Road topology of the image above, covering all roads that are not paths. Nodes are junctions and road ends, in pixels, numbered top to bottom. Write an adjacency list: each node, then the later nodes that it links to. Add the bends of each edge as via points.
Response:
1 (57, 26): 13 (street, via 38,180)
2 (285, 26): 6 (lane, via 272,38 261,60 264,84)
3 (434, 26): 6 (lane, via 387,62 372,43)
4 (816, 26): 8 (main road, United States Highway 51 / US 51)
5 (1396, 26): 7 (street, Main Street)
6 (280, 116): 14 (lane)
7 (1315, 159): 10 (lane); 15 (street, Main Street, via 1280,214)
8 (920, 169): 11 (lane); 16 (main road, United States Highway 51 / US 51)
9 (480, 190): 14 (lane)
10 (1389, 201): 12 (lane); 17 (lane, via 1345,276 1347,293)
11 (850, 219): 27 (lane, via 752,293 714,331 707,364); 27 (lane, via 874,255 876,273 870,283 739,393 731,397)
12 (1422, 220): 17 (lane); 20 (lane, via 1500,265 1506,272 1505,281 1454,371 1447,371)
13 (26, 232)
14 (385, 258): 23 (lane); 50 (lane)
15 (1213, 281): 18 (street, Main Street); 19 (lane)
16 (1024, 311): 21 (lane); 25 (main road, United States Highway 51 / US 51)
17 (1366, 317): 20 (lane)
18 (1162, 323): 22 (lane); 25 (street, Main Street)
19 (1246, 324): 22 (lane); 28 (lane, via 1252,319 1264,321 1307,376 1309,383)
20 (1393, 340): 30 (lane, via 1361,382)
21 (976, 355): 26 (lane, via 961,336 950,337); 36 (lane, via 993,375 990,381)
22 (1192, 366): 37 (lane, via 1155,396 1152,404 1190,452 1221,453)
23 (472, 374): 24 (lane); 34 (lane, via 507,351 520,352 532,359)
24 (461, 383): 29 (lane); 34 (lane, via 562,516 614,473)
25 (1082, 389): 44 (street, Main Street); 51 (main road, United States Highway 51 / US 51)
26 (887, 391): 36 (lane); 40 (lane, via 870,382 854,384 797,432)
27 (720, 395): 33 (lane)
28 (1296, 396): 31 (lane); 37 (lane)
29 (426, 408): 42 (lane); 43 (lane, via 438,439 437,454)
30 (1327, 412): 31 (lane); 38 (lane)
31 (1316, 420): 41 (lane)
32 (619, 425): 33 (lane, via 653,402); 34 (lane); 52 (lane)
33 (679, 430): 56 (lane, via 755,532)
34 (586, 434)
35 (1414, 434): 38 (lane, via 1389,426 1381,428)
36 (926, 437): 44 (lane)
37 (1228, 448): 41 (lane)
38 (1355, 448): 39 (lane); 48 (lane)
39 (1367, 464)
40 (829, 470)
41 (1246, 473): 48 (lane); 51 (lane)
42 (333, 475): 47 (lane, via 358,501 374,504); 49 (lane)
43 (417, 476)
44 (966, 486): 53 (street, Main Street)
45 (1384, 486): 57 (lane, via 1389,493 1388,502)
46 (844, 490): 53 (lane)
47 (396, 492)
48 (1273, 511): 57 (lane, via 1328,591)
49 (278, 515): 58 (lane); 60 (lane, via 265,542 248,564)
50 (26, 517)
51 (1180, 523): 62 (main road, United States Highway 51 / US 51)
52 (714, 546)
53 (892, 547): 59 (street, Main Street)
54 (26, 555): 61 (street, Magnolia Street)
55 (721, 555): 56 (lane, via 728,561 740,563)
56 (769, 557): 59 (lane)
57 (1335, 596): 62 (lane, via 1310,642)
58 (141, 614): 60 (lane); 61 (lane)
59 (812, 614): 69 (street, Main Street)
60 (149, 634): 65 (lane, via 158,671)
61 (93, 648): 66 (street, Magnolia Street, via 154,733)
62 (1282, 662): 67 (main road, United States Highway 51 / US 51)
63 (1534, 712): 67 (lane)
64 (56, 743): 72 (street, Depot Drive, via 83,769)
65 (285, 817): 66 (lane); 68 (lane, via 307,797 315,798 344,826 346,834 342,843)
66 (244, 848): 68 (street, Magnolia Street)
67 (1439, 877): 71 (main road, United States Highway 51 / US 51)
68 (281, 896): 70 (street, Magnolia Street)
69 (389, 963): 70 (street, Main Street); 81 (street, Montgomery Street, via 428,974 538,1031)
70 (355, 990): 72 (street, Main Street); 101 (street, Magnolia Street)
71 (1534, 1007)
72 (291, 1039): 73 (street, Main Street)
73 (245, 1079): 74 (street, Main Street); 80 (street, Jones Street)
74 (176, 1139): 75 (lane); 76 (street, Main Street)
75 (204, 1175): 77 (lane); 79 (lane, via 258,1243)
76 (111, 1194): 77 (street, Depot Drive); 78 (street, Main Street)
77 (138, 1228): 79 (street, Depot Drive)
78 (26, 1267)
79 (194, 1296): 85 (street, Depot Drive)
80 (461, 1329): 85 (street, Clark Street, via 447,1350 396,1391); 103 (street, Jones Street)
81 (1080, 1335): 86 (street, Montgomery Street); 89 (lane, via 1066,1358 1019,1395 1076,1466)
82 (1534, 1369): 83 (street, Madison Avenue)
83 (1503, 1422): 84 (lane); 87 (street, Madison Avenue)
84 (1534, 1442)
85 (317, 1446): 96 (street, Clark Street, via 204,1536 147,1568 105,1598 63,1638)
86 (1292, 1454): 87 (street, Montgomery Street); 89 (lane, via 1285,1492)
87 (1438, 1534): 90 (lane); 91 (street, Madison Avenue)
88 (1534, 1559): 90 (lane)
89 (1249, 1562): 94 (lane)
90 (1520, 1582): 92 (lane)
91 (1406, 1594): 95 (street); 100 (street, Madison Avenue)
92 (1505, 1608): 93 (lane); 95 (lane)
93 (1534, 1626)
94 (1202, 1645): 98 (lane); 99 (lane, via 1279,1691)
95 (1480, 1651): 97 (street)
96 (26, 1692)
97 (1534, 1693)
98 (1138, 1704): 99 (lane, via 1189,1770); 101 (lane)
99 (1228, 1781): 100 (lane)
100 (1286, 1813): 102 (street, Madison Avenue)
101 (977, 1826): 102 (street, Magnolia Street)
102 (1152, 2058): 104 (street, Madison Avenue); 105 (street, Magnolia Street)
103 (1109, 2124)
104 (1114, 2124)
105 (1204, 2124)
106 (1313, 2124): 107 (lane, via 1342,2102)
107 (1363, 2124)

> _What you have to do_: For every line of the material that holds the word "Montgomery", make a copy.

> _Finished task_:
69 (389, 963): 70 (street, Main Street); 81 (street, Montgomery Street, via 428,974 538,1031)
81 (1080, 1335): 86 (street, Montgomery Street); 89 (lane, via 1066,1358 1019,1395 1076,1466)
86 (1292, 1454): 87 (street, Montgomery Street); 89 (lane, via 1285,1492)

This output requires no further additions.